____ Given records

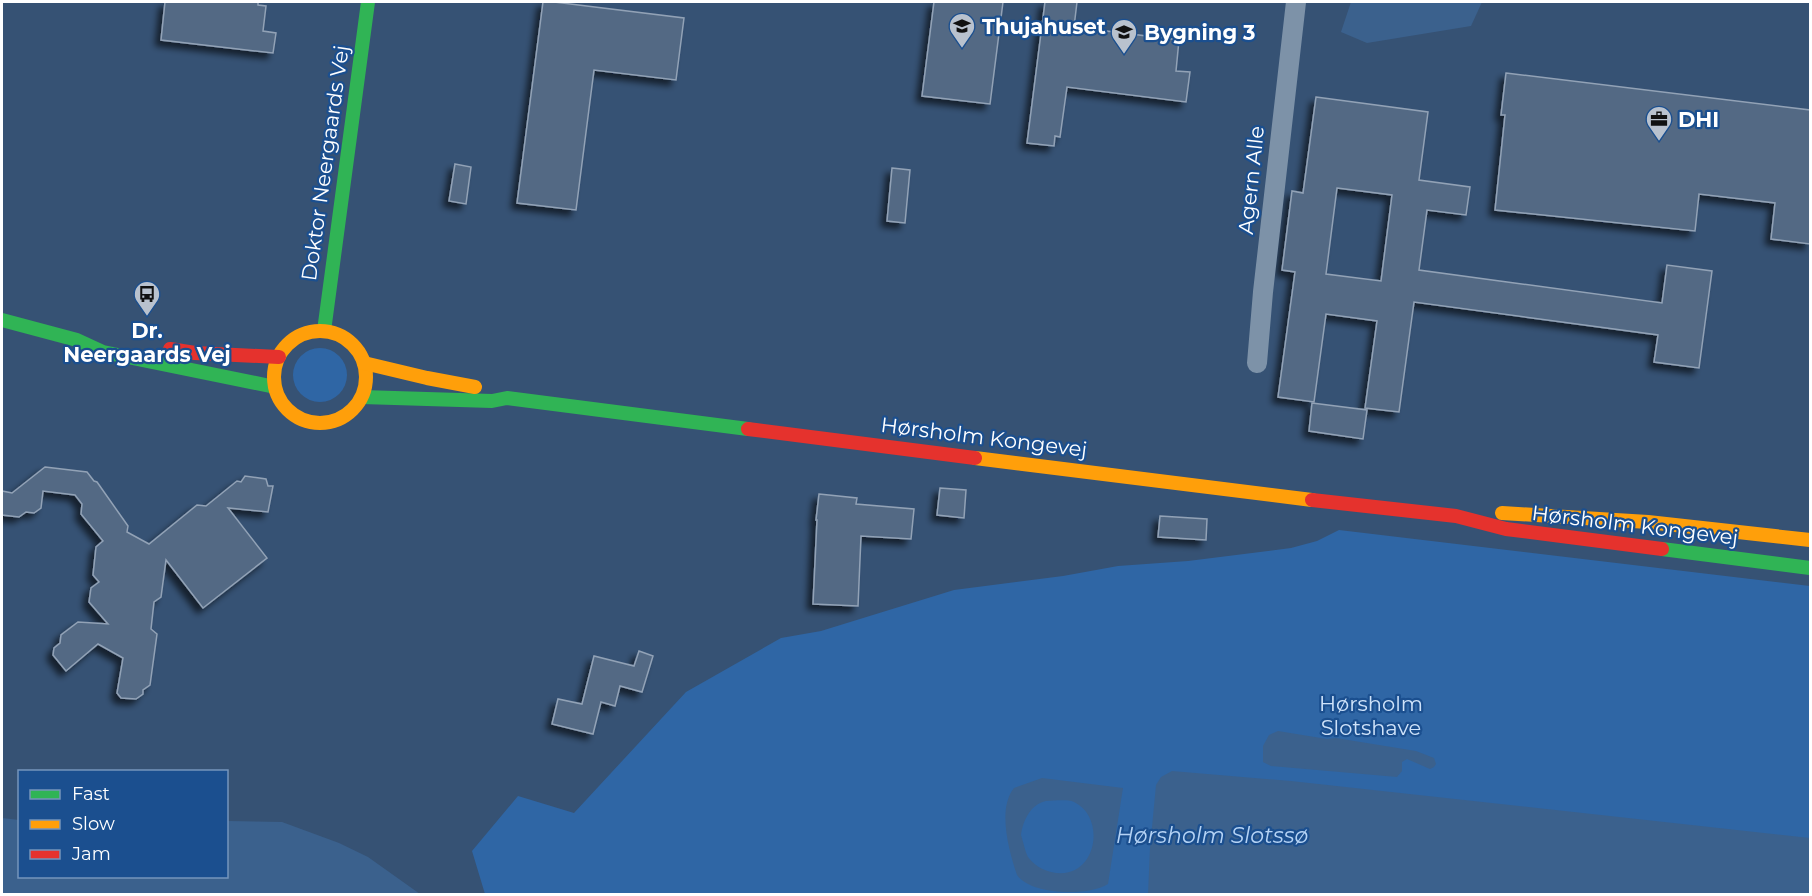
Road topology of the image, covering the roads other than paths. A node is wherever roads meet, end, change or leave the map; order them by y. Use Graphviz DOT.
graph roads {
  1 [pos="368,2"];
  2 [pos="1296,2"];
  3 [pos="2,320"];
  4 [pos="324,331"];
  5 [pos="106,337"];
  6 [pos="77,340"];
  7 [pos="156,347"];
  8 [pos="279,357"];
  9 [pos="364,363"];
  10 [pos="1257,363"];
  11 [pos="275,387"];
  12 [pos="362,397"];
  13 [pos="507,398"];
  14 [pos="1456,516"];
  15 [pos="1810,540"];
  16 [pos="1651,548"];
  17 [pos="1810,557"];
  18 [pos="1810,568"];
  1 -- 4 [label="main road, Doktor Neergaards Vej"];
  2 -- 10 [label="street, Agern Alle"];
  3 -- 6 [label="main road"];
  4 -- 8 [label="main road"];
  4 -- 9 [label="main road"];
  5 -- 6 [label="main road"];
  6 -- 11 [label="main road"];
  7 -- 8 [label="main road"];
  8 -- 11 [label="main road"];
  9 -- 12 [label="main road"];
  9 -- 13 [label="main road, Hørsholm Kongevej"];
  11 -- 12 [label="main road"];
  12 -- 13 [label="main road, Hørsholm Kongevej"];
  13 -- 14 [label="main road, Hørsholm Kongevej"];
  14 -- 15 [label="main road, Hørsholm Kongevej"];
  14 -- 16 [label="main road, Hørsholm Kongevej"];
  16 -- 17 [label="main road"];
  16 -- 18 [label="main road, Hørsholm Kongevej"];
}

________

# [Goal of the exercise]
Count the lines in the records above that contain the word "roads", and report only that number.

# [Expected answer]
2